**WORK TO BE COMPLETED:** In the listing that follows, copy out each line that includes the word "bridge".
++++++++++++++++++++
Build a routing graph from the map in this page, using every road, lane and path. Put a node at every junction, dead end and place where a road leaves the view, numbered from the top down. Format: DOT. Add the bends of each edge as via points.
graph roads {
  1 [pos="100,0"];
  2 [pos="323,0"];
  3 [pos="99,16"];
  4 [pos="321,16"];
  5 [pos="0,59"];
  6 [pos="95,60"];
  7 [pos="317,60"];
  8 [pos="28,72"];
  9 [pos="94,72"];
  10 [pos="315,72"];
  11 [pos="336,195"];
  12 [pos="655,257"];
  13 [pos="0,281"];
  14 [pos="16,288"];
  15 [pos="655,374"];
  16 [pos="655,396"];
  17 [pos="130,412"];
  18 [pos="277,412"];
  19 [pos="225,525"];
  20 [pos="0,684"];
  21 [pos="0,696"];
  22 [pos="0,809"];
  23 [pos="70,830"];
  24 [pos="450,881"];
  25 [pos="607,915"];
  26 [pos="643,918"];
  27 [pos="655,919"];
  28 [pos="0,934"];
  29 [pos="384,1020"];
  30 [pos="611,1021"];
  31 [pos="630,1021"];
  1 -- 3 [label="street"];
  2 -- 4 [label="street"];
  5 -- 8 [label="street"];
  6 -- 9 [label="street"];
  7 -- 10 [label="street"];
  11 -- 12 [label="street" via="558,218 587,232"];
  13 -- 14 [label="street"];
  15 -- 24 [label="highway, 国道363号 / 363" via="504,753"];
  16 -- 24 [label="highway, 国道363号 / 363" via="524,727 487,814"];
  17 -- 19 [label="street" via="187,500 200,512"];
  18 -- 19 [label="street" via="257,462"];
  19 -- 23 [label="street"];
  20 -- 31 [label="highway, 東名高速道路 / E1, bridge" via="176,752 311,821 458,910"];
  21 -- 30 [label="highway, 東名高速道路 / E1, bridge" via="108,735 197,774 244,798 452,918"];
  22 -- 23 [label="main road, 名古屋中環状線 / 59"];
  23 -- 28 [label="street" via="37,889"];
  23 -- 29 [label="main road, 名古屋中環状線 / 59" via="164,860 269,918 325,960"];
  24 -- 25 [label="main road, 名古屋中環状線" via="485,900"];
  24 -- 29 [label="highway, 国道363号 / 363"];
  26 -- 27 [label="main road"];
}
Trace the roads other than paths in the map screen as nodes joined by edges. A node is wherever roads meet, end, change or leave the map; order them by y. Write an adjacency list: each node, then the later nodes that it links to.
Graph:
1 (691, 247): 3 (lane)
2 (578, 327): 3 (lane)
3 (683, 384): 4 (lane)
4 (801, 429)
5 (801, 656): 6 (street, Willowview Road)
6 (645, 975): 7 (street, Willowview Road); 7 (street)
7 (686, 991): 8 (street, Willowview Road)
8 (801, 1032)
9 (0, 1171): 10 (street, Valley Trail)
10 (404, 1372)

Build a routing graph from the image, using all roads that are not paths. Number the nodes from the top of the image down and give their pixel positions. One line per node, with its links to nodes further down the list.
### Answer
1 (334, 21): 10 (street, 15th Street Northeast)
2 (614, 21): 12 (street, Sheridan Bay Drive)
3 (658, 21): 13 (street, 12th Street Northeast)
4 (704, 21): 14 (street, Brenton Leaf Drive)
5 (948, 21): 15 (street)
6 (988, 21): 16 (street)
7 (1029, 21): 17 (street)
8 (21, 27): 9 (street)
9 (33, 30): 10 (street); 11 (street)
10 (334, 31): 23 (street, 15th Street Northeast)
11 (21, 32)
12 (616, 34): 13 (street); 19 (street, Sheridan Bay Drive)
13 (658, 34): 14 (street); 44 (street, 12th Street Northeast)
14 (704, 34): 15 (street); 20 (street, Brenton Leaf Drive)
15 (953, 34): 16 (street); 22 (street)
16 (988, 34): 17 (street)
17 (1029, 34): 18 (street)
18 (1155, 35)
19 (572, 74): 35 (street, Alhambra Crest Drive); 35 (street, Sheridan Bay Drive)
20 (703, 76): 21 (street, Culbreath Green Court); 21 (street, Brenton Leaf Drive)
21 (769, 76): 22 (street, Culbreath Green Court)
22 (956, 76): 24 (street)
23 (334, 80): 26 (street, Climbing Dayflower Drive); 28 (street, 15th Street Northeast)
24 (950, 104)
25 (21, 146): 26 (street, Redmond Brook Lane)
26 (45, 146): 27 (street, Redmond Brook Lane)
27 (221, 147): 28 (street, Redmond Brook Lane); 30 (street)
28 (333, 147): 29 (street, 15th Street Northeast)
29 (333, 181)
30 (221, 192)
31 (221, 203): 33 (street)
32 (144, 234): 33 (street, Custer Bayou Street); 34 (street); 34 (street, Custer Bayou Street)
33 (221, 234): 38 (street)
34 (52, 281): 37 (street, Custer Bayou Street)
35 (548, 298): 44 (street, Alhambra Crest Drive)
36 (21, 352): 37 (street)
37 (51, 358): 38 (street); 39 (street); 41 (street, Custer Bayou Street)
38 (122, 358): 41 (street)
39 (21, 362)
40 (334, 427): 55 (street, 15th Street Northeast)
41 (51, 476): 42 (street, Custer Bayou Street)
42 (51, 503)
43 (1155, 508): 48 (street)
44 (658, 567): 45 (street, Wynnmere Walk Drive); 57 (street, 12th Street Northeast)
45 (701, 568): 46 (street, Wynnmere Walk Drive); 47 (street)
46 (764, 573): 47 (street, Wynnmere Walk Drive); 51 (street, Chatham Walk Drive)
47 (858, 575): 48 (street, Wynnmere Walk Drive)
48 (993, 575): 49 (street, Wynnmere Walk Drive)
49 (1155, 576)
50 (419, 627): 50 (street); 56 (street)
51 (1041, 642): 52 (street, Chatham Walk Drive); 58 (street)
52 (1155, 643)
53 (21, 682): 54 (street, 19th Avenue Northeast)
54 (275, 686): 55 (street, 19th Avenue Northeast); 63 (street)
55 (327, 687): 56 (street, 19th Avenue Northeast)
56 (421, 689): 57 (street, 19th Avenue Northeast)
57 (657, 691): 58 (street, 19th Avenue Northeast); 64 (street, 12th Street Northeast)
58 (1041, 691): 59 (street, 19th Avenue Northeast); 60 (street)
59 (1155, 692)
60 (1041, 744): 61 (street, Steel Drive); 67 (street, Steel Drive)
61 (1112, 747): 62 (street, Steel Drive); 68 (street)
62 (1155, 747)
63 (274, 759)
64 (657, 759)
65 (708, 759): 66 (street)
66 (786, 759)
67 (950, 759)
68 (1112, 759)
++++++++++++++++++++
**ANSWER BELOW:**
  20 -- 31 [label="highway, 東名高速道路 / E1, bridge" via="176,752 311,821 458,910"];
  21 -- 30 [label="highway, 東名高速道路 / E1, bridge" via="108,735 197,774 244,798 452,918"];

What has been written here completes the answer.